Suggestions for Using Journals in our Foundations I.T. Class
What is a Journal?
A place to practice personal expressive writing; an individual record of educational experience; a writing workshop; a technique to reflect upon experience to give it deeper meaning.
Diary-------------------------------Journal -----------------------Class Notebook
(“I”-subjective)
(“I/it”)
(“it”-subjective)
What should I write?
--post site addresses (URLs) of interesting information technology that you
find
--post questions you have about this or other courses. Fellow students, TAs, and
the course instructors may be able to help you with your questions.

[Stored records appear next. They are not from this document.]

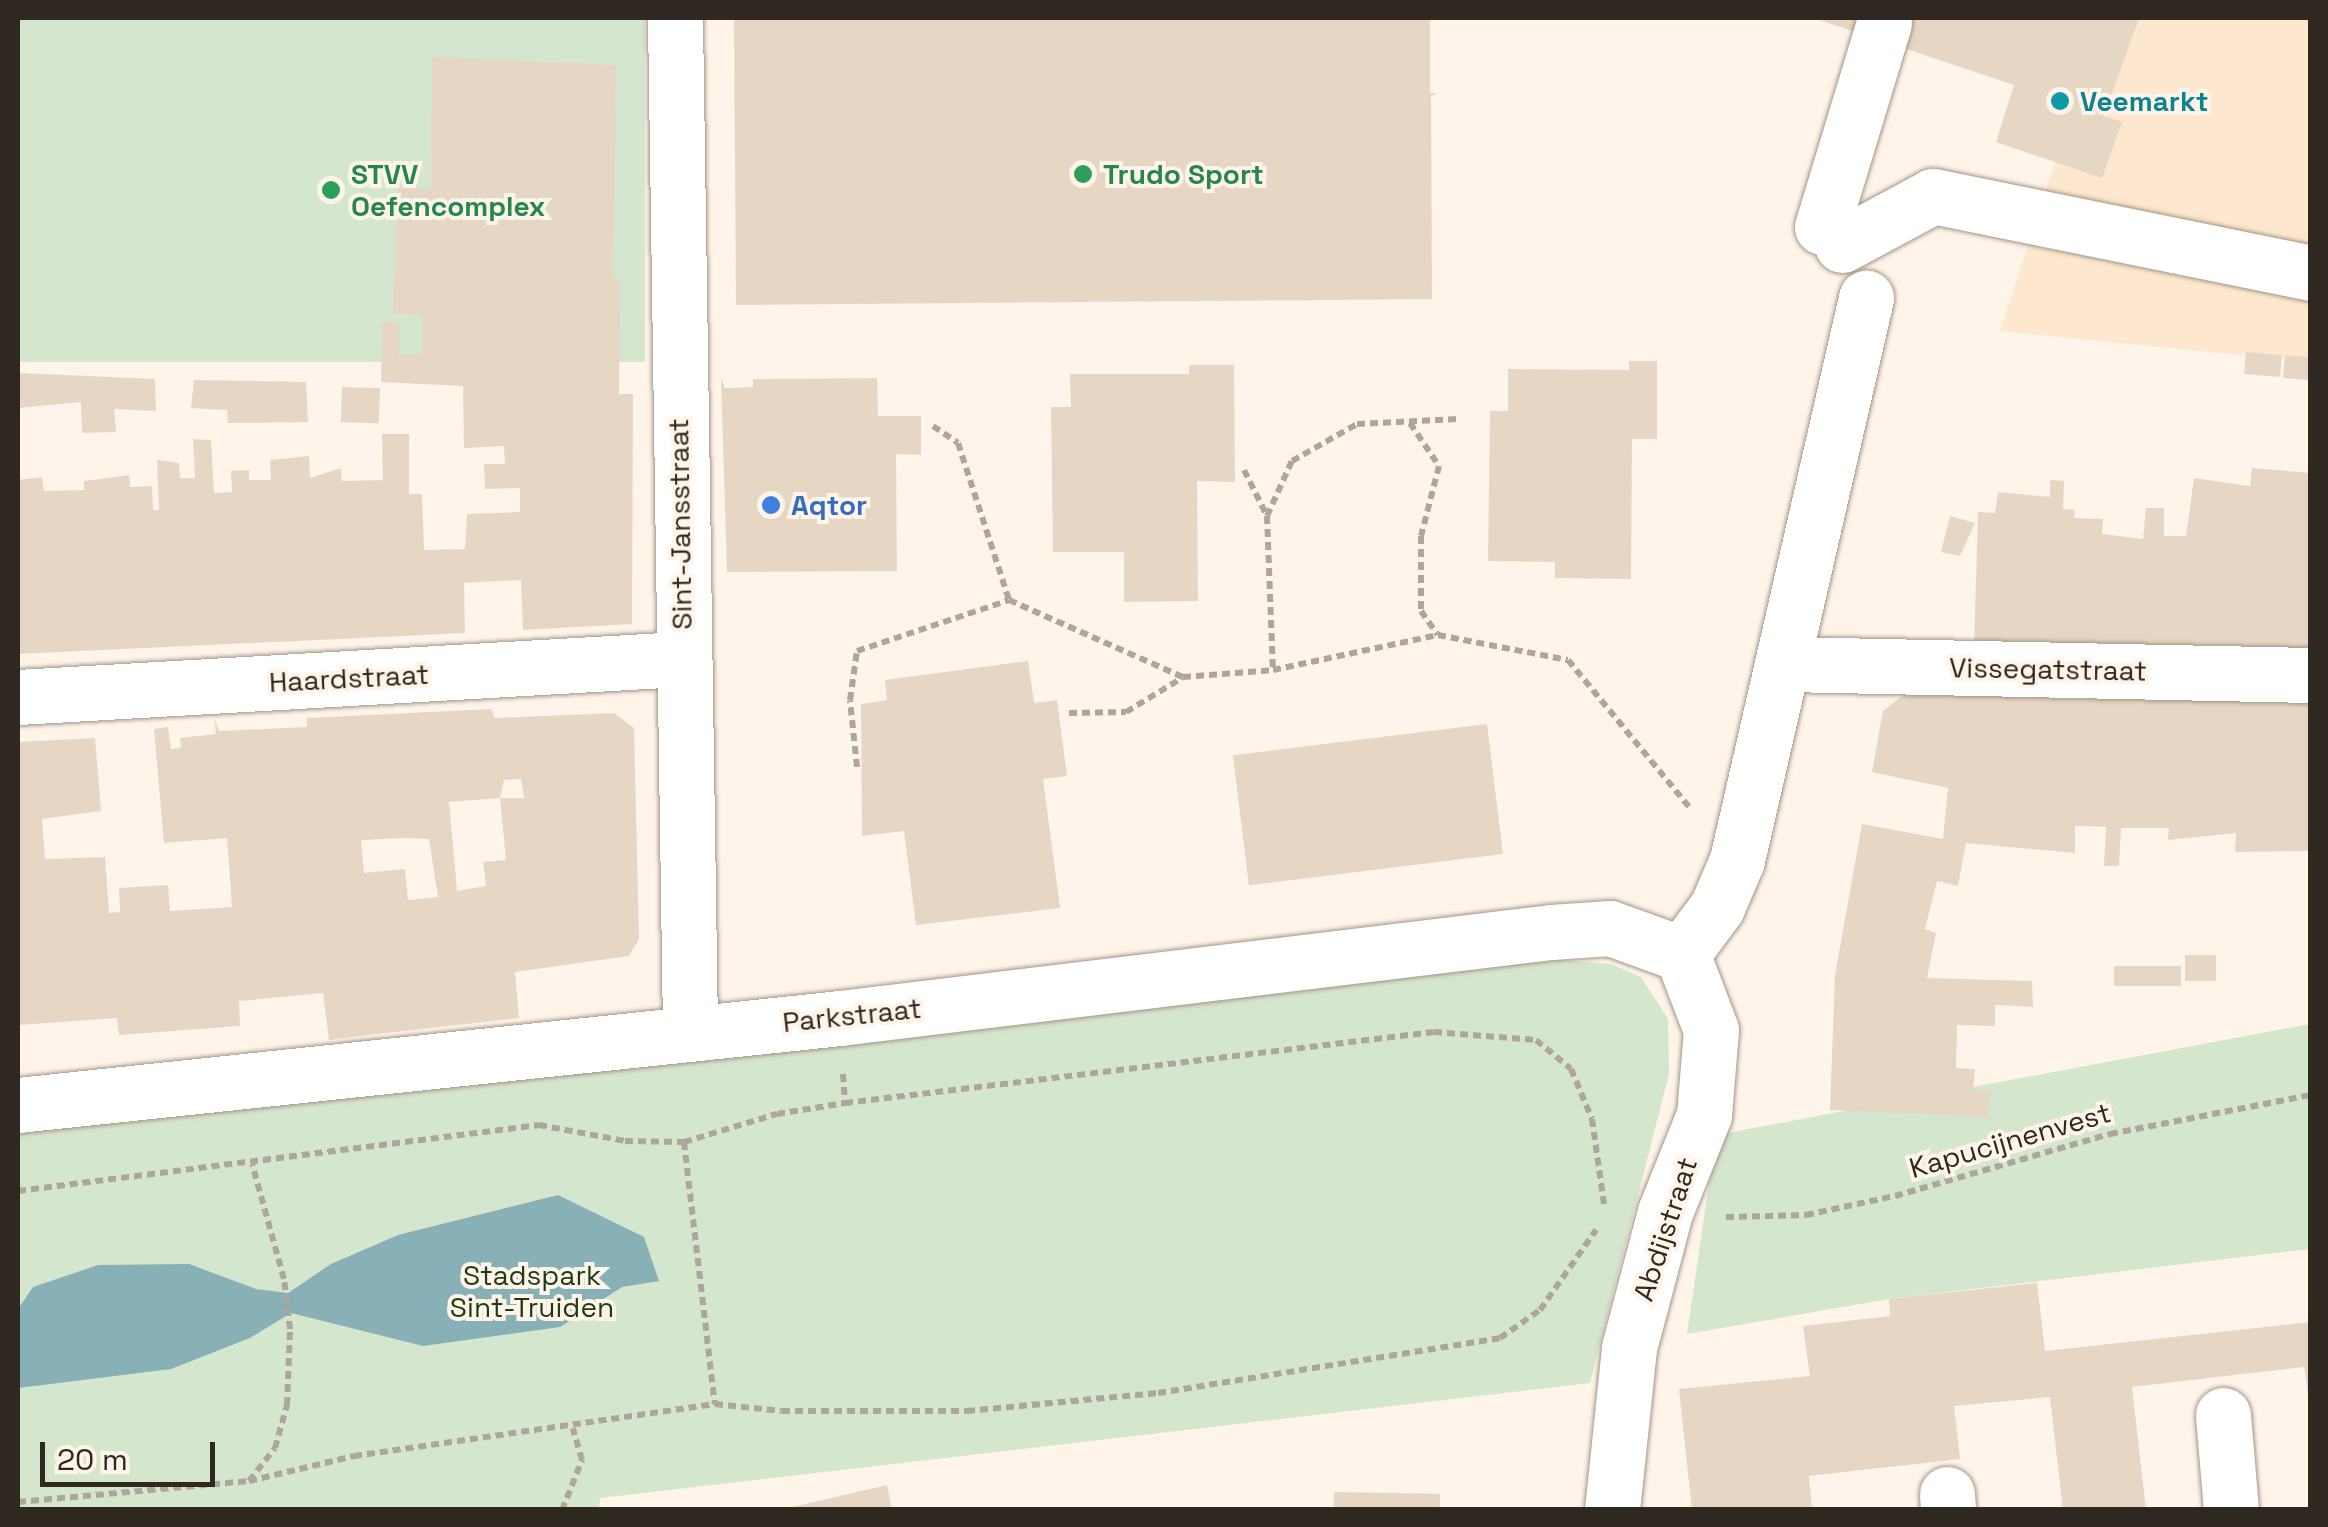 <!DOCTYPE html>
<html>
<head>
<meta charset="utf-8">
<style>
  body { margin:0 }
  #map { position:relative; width:2328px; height:1527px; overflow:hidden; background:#fef4e9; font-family:"Space Grotesk",sans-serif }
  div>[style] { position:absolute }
  .built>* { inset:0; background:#fde8cf }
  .green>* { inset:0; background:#d5e6ce; transform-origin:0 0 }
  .water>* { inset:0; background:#87b1b7 }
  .building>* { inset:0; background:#e6d7c4; transform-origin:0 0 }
  .path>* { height:6px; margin-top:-3px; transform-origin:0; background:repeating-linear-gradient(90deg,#aea59c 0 8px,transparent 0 13px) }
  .roads { filter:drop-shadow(0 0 2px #a49584) drop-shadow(0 0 2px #a49584) }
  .minor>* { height:55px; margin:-27.5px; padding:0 27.5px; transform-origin:27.5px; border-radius:27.5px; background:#fff }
  .dots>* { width:28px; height:28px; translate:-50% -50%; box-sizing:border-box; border:5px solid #fef4e9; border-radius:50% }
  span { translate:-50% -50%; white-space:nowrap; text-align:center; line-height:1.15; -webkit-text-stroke:8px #fef4e9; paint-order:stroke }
  .culture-label { font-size:28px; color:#0d838f; font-weight:700 }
  .left { translate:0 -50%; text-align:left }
  .leisure-label { font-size:28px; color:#27864d; font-weight:700 }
  .shop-label { font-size:28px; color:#366cbe; font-weight:700 }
  .street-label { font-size:28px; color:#2e2821 }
  .park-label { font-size:28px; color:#1e3b11 }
  .frame { position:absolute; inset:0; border:20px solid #2e2821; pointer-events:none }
  .scale { position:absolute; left:40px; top:1442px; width:175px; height:45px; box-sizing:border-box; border:5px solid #2e2821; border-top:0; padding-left:12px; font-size:30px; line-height:35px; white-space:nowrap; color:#2e2821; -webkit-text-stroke:8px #fef4e9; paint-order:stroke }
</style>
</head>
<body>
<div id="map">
  <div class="built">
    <div style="clip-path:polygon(2127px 18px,2310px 18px,2310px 362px,2000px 331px,2063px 138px,2096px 106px)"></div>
  </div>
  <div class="green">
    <div style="left:18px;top:18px;width:627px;height:344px"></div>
    <div style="clip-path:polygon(1560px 960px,1611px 964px,1641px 977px,1668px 1019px,1669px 1074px,1590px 1383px,600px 1498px,599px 1509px,18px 1509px,18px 1128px)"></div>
    <div style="clip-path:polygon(2310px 1024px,2310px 1249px,1889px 1299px,1687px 1334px,1716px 1135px)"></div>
  </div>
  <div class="water">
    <div style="clip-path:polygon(558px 1195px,644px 1237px,659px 1281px,622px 1287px,560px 1327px,423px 1346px,291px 1313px,250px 1338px,171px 1369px,18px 1388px,18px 1309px,33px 1287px,98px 1265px,189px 1264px,256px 1289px,288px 1293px,331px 1264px,398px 1235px)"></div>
  </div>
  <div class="building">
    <div style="clip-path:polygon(734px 18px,1430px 18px,1430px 93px,1438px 94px,1431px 96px,1432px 299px,736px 305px)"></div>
    <div style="clip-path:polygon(1813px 18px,2139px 18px,2104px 116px,2122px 122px,2102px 178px,1996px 142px,2014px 85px)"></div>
    <div style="clip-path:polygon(432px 57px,616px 65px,613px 278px,620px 279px,619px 394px,633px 394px,632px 624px,523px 630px,521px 580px,464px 583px,465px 633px,18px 654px,18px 480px,42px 477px,44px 491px,84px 490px,84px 481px,129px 475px,130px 487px,152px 486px,153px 510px,159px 510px,157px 460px,179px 463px,180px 478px,195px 478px,193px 439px,211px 440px,214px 493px,232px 492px,231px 471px,249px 470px,249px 480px,271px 480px,270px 460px,309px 456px,310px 478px,341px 468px,342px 481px,383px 480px,382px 434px,409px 434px,409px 494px,422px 494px,424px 550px,465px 549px,467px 514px,520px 512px,520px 488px,485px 489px,484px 464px,505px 464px,504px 446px,464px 448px,463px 386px,381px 382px,382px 322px,399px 323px,399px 355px,422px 355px,422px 315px,393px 314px,398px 187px,431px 189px)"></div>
    <div style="left:2246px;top:352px;width:36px;height:22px;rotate:5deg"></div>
    <div style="left:2285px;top:355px;width:25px;height:23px;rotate:5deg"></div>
    <div style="clip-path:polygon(1629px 361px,1657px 361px,1657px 439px,1632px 439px,1631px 579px,1555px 578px,1555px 562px,1488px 561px,1490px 411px,1508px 411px,1508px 369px,1629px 370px)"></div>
    <div style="clip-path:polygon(1189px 365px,1234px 365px,1235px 482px,1197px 481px,1198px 601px,1124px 602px,1124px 552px,1053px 552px,1051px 407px,1071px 407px,1070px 374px,1189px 374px)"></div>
    <div style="clip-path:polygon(18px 373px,155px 379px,156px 411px,114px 409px,116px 432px,82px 433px,81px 402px,18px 408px)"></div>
    <div style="clip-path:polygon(877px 378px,878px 416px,921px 416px,921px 455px,896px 454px,897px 571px,727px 572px,721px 379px,725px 388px,753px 387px,753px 379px)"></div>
    <div style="clip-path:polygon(194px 380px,306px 382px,308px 422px,228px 423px,227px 410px,191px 408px)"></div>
    <div style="left:342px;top:387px;width:38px;height:35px;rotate:2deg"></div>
    <div style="clip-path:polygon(2252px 468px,2310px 473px,2310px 653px,1974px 649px,1978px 512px,1995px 513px,1998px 492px,2050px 497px,2050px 480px,2064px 481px,2063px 509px,2075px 510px,2074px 518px,2103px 519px,2102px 534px,2143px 539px,2146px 508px,2164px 508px,2164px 536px,2186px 536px,2194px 478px,2250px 486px)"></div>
    <div style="clip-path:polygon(1950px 516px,1975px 523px,1960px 556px,1941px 552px)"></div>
    <div style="clip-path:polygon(1028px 661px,1034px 703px,1057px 700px,1067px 776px,1043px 779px,1060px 908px,916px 925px,904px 831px,862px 836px,861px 704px,887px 700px,885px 680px)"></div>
    <div style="clip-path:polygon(1911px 689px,2310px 693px,2310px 851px,2235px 852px,2236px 833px,2168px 840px,2169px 828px,2121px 828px,2119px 866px,2104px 866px,2106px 827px,2075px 826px,2075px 853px,1966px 843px,1958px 886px,1937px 881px,1925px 929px,1936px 933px,1927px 978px,2032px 981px,2033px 1007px,1995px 1005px,1995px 1026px,1957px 1025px,1956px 1068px,1975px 1069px,1973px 1091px,1990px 1092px,1988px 1117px,1830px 1110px,1835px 975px,1862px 824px,1943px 839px,1948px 788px,1872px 772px,1883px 711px)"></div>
    <div style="clip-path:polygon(evenodd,492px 709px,494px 718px,614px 713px,634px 728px,639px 939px,629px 956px,515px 972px,519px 1018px,377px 1034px,329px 1040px,323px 993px,239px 1001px,240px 1026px,119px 1035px,117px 1018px,18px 1025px,18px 742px,95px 738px,101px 811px,42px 819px,45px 859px,105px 857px,109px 913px,120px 912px,119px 888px,168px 885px,170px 911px,232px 907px,227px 838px,164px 843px,154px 729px,168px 727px,171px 749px,181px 748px,180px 738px,216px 734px,214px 718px,219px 731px,307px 727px,307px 718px,492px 709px,521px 779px,524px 798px,500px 798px,506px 860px,483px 862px,486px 886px,457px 891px,449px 802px,500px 798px,504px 780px,521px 779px,492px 709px,407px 838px,429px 839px,438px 897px,408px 900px,405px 869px,364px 873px,361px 840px,407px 838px)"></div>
    <div style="left:1487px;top:724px;width:131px;height:256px;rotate:83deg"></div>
    <div style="left:2185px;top:955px;width:31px;height:26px"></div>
    <div style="left:2181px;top:966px;width:20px;height:67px;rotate:90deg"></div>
    <div style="clip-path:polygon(2037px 1283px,2045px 1351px,2310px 1322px,2310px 1408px,2304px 1367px,2132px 1387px,2146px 1510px,2063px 1510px,2050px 1397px,1954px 1406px,1960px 1459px,1809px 1476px,1812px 1510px,1692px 1510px,1679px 1389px,1810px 1376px,1803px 1326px,1890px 1316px,1889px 1299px)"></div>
    <div style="clip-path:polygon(887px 1485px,892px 1510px,788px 1510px,788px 1508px)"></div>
    <div style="left:1334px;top:1492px;width:106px;height:18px;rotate:1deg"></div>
  </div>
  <div class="path">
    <div style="left:1410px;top:423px;width:52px;rotate:56deg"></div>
    <div style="left:1439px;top:466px;width:72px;rotate:104.4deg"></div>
    <div style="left:1421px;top:536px;width:75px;rotate:90deg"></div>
    <div style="left:1421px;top:611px;width:29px;rotate:55deg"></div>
    <div style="left:933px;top:426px;width:30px;rotate:34deg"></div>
    <div style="left:958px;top:443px;width:165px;rotate:72deg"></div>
    <div style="left:1244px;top:470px;width:51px;rotate:63.4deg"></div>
    <div style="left:1267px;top:516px;width:154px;rotate:87.8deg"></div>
    <div style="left:1267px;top:516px;width:60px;rotate:-65.6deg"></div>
    <div style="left:1292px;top:461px;width:75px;rotate:-29.6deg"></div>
    <div style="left:1357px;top:424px;width:101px;rotate:-2.8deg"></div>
    <div style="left:1069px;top:713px;width:57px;rotate:-1deg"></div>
    <div style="left:1126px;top:712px;width:66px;rotate:-31.3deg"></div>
    <div style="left:857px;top:767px;width:67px;rotate:-96deg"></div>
    <div style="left:850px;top:700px;width:49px;rotate:-81.9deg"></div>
    <div style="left:857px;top:651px;width:160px;rotate:-18.5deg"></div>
    <div style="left:1009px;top:600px;width:190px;rotate:23.9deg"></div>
    <div style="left:1183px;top:677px;width:90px;rotate:-4.4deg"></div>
    <div style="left:1273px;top:670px;width:169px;rotate:-12deg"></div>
    <div style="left:1438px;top:635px;width:132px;rotate:10.9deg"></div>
    <div style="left:1568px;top:660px;width:190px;rotate:50.5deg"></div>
    <div style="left:843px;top:1074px;width:29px;rotate:86deg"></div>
    <div style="left:684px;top:1142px;width:264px;rotate:83.3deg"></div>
    <div style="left:18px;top:1191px;width:525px;rotate:-7.22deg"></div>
    <div style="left:539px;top:1125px;width:87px;rotate:10.5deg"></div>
    <div style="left:625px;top:1141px;width:59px;rotate:1deg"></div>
    <div style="left:684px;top:1142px;width:97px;rotate:-16.8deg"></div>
    <div style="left:777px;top:1114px;width:69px;rotate:-9.2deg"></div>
    <div style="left:845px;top:1103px;width:593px;rotate:-6.87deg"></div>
    <div style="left:1434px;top:1032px;width:102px;rotate:4.5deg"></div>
    <div style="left:1536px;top:1040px;width:45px;rotate:39.6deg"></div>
    <div style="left:1571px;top:1069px;width:54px;rotate:67.2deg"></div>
    <div style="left:1592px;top:1119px;width:86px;rotate:82deg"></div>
    <div style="left:1726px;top:1217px;width:80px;rotate:-1.4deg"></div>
    <div style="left:1806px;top:1215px;width:91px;rotate:-12.1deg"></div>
    <div style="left:1895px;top:1196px;width:224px;rotate:-16.1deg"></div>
    <div style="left:2110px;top:1134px;width:204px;rotate:-11deg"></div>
    <div style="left:249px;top:1481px;width:42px;rotate:-51.8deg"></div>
    <div style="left:275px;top:1448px;width:45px;rotate:-74.4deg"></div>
    <div style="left:287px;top:1405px;width:76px;rotate:-87.7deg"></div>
    <div style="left:290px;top:1329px;width:50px;rotate:-96.8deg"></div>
    <div style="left:284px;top:1279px;width:119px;rotate:-105.5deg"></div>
    <div style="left:18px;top:1502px;width:232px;rotate:-5.2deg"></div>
    <div style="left:249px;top:1481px;width:108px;rotate:-13.4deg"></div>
    <div style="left:354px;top:1456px;width:365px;rotate:-8.2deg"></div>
    <div style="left:715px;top:1404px;width:67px;rotate:6deg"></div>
    <div style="left:782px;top:1411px;width:185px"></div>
    <div style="left:967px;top:1411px;width:192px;rotate:-5.4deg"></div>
    <div style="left:1158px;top:1393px;width:346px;rotate:-9.1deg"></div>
    <div style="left:1500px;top:1338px;width:49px;rotate:-35deg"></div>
    <div style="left:1540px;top:1310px;width:98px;rotate:-55deg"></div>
    <div style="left:562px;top:1510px;width:54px;rotate:-68.2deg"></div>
    <div style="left:582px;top:1460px;width:33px;rotate:-106deg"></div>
  </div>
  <div class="roads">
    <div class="minor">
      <div style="left:675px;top:18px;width:1012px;rotate:89.15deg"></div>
      <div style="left:1822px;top:227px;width:213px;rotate:-73.1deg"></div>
      <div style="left:1842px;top:245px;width:103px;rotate:-28.3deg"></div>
      <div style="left:1933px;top:196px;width:385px;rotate:11.5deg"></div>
      <div style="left:1786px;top:664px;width:524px;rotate:1.2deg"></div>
      <div style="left:18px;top:697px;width:664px;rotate:-3.28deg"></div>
      <div style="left:1682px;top:954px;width:59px;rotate:-53.3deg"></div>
      <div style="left:1717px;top:907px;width:51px;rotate:-66.9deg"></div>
      <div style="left:1737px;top:860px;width:577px;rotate:-77.07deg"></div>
      <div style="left:18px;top:1105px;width:827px;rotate:-6.04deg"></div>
      <div style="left:840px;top:1018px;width:716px;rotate:-6.9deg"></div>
      <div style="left:1551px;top:932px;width:59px;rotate:-3.9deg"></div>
      <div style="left:1610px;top:928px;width:77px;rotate:19.9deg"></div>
      <div style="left:2223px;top:1415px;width:95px;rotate:85.2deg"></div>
      <div style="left:1947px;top:1494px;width:16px;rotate:86deg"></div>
      <div style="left:1612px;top:1510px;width:163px;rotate:-84deg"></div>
      <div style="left:1629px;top:1348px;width:141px;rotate:-75.2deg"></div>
      <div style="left:1665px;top:1212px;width:105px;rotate:-68.1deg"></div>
      <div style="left:1704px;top:1115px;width:85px;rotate:-85.3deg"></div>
      <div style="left:1711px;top:1030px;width:81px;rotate:-110.9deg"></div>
    </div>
  </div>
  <div class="dots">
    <div style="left:2060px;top:101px;background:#0f9aa8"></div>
    <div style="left:1083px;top:174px;background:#2e9e5b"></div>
    <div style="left:331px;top:190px;background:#2e9e5b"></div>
    <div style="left:771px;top:505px;background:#3f7fe0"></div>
  </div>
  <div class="culture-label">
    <span class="left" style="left:2080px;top:101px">Veemarkt</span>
  </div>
  <div class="leisure-label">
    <span class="left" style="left:351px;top:190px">STVV<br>Oefencomplex</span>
    <span class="left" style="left:1103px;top:174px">Trudo Sport</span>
  </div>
  <div class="shop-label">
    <span class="left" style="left:791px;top:505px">Aqtor</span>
  </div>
  <div class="street-label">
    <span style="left:680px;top:524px;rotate:-91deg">Sint-Jansstraat</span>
    <span style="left:2048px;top:669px;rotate:1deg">Vissegatstraat</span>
    <span style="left:349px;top:678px;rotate:-3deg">Haardstraat</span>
    <span style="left:852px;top:1015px;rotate:-6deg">Parkstraat</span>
    <span style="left:2010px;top:1140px;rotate:-16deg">Kapucijnenvest</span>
    <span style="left:1665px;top:1229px;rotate:-72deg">Abdijstraat</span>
  </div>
  <div class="park-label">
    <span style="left:532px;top:1291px">Stadspark<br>Sint-Truiden</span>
  </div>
  <div class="frame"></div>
  <div class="scale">20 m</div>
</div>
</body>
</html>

--explorations of ideas, theories, concepts, problems, paper topics
--reviews of articles, movies, books, CD’s, DVD’s
--descriptions of events that took, or will be taking place that may interest
the rest of the class
--records of your thought, feelings, moods, experiences
--whatever you want to explore or remember
What shouldn't I write?
When should I write?
--at least once a week
--early in the morning, late at night before bedtime
--when you have problems to solve, decisions to make, the need from clarity
out of confusion
--when you need to practice or try something out
How should I write?
--however you feel like it, but legibly: use capital I and correct
punctuation.
--freely, expressively, openly
How do you measure Quality in Journals?
TA’s will review your journal, looking for:
1. Language Features: personal, conversational, informal, emotional,
experimental, candid.
2. Cognitive Activity: observation, speculation, confirmation, doubt,
questioning, self-awareness, connection, digression, dialogue, information,
revision, problem posing and solving.
3. Formal Features: frequency of entries, length of entries, self-sponsored
entries, chronology.
4. Regularity: it is far better to post once a week, instead of 14 entries just
before the last day of class.
5. Number of Postings: 14 postings minimum are expected over the course of the
semester.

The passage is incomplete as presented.